REPUBLIKA.CO.ID, JAKARTA -- Menteri Pendidikan, Kebudayaan, Riset, dan Teknologi (Mendikbudristek) Nadiem Makarim menyatakan mendukung penyusunan Rancangan Undang-Undang Tindak Pidana Kekerasan Seksual (RUU TPKS). Menurut dia, aturan tersebut akan dapat melindungi korban kekerasan seksual, termasuk di sekolah dan kampus.
"Sesuai yang disampaikan Pak Presiden, kami mendukung penyusunan RUU TPKS oleh DPR yang sampai hari ini prosesnya masih berjalan," ungkap Nadiem dalam konferensi pers daring, Senin (10/1). Nadiem menyampaikan, peraturan yang sudah digodok sejak beberapa tahun terakhir tersebut dapat menjadi landasan hukum yang bisa melindungi korban kekerasan seksual jika sudah final nanti. Dia berharap, peraturan tersebut dapat mencegah terjadinya tindakan kekerasan seksual di masyarakat.
"Diharapkan dapat mencegah tindak kekerasan seksual di masyarakat, termasuk di sekolah dan kampus. Sekarang waktunya kita bergerak bersama memberantas kekerasan seksual sehingga anak-anak kita bisa belajar, beraktivitas, di mana pun dengan aman," kata Nadiem.
Di samping itu, dia juga menanggapi hasil survei Saiful Mujani Research and Consulting (SMRC) mengenai Permendikbudristek Pencegahan dan Penanganan Kekerasan Seksual di Lingkungan Perguruan Tinggi (PPKS). Nadiem menyatakan, pihaknya akan terus mendorong sosialisasi peraturan yang dia terbitkan pada 2021 lalu itu.

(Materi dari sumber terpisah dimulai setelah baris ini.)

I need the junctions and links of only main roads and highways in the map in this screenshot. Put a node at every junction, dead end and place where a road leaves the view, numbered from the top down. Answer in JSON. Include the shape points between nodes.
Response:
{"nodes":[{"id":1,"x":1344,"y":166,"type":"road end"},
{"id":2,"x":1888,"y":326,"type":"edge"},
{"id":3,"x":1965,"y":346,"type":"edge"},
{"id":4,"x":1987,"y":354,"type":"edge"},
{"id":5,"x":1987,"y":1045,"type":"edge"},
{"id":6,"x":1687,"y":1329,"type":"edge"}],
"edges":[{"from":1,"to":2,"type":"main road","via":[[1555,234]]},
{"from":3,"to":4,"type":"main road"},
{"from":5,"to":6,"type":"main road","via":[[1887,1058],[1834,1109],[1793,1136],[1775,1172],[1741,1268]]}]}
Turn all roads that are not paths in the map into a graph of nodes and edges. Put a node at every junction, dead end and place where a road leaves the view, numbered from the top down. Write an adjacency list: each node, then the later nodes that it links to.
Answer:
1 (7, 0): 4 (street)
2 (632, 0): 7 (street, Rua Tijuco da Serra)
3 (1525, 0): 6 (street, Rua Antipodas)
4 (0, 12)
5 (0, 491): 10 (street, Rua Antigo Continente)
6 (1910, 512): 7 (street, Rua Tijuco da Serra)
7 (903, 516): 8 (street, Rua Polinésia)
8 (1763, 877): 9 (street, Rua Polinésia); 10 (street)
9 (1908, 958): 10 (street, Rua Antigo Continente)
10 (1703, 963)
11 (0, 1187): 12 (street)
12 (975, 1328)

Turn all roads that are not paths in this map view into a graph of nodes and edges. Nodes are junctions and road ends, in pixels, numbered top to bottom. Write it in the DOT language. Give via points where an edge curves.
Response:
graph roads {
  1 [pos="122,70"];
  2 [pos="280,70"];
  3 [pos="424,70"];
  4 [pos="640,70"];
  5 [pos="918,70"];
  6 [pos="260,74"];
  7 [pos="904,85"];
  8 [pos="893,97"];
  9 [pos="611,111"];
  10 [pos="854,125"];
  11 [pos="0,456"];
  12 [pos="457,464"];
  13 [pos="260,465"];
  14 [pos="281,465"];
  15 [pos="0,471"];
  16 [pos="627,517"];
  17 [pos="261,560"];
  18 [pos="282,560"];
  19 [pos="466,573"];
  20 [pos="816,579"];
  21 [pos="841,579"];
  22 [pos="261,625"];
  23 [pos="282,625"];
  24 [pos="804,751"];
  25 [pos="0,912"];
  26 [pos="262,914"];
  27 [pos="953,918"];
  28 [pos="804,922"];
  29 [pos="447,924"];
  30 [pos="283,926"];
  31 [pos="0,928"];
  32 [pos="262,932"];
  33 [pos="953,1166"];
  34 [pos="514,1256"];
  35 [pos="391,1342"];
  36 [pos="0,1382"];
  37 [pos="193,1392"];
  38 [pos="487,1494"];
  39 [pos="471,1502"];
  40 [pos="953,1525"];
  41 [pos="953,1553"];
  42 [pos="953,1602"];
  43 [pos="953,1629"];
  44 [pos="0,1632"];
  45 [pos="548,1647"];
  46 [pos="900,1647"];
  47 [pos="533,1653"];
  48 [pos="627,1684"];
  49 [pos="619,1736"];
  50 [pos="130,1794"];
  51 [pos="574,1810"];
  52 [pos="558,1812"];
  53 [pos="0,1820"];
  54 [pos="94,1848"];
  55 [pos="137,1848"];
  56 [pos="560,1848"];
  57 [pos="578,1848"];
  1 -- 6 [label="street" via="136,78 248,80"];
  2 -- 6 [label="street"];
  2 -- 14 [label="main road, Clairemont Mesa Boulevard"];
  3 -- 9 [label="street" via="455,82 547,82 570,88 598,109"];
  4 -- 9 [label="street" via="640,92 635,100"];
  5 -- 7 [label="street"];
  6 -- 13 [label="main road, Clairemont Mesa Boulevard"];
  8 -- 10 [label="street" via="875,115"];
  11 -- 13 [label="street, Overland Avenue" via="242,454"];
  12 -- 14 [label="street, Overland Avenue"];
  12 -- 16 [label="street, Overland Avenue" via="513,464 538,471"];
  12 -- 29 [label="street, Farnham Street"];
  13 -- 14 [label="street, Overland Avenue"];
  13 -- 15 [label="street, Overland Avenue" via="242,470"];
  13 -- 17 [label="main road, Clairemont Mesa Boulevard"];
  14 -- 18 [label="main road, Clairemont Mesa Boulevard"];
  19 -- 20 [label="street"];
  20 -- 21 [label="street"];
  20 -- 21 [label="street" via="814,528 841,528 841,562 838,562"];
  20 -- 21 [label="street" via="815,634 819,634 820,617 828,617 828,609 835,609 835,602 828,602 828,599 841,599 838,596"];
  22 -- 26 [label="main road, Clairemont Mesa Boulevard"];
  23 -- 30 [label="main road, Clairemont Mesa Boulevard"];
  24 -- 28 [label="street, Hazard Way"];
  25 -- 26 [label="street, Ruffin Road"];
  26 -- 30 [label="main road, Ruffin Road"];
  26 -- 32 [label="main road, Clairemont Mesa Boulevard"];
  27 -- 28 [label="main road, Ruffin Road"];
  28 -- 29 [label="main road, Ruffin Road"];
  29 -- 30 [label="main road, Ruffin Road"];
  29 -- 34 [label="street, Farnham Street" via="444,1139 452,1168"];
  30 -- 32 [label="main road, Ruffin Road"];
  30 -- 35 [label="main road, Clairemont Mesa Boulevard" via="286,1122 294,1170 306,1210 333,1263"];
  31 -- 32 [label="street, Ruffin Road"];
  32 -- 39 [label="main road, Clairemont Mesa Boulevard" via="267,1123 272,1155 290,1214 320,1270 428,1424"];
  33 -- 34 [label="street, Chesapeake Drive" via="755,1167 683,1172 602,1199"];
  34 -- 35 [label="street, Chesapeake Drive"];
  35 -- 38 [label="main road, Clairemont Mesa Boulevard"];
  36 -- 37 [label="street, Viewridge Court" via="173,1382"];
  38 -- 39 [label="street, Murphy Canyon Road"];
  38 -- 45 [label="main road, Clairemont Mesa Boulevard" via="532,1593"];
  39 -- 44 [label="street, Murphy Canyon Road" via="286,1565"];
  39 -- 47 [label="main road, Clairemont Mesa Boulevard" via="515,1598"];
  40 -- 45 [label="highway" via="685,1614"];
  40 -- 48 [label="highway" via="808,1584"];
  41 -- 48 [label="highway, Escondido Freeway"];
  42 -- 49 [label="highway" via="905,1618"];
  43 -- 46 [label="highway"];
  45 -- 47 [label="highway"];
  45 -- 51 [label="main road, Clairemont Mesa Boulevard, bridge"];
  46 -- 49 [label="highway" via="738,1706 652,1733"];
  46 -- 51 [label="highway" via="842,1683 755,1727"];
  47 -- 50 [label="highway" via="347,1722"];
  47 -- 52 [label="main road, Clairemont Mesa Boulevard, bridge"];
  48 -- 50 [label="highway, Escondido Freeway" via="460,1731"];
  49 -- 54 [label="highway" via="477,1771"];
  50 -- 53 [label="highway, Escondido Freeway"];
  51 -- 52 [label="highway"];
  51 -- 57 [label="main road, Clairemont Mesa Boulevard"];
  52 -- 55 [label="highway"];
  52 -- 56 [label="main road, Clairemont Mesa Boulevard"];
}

"Temuan SMRC memberikan gambaran dan membantu kami menentukan langkah selanjutnya dalam implementasi Permendikbudristek PPKS. Target selanjutnya, tahun ini semua perguruan tinggi di Indonesia memiliki Satgas PPKS," terang dia.
Nadiem mengungkapkan, sudah ada banyak kampus yang langsung menindaklanjuti Permendikbudristek PPKS dengan melakukan diskusi untuk membedah isinya, melakukan sosialisasi, hingga sudah memulai proses pembentukan Satgas PPKS. Namun, kata dia, pada dasarnya Kemendikbudristek ingin peraturan itu diimplementasikan secara kolaboratif.
"Tidak hanya di kampus, tapi masyarakat umum. Bersama-sama kita memerangi kekerasan seksual," jelas Nadiem.
Dia juga menerangkan, proses penyusunan peraturan itu cukup panjang dan tak dilakukan secara sendirian. Selama kurang lebih 1,5 tahun pihaknya melakukan pengumpulan data dan melakukan diskusi-diskusi secara internal. Pihaknya juga mengadakan puluhan kali diskusi proses uji publik dan harmonisasi yang melibatkan perguruan tinggi, kementerian lembaga, hingga jaringan masyarakat sipil.
"Sampai hari ini kami terus menerima masukan sebagai bahan pertimbangan kami ke depan bagaimana peraturan ini mendorong pendidikan yang merdeka dari kekerasan seksual," ungkap Nadiem.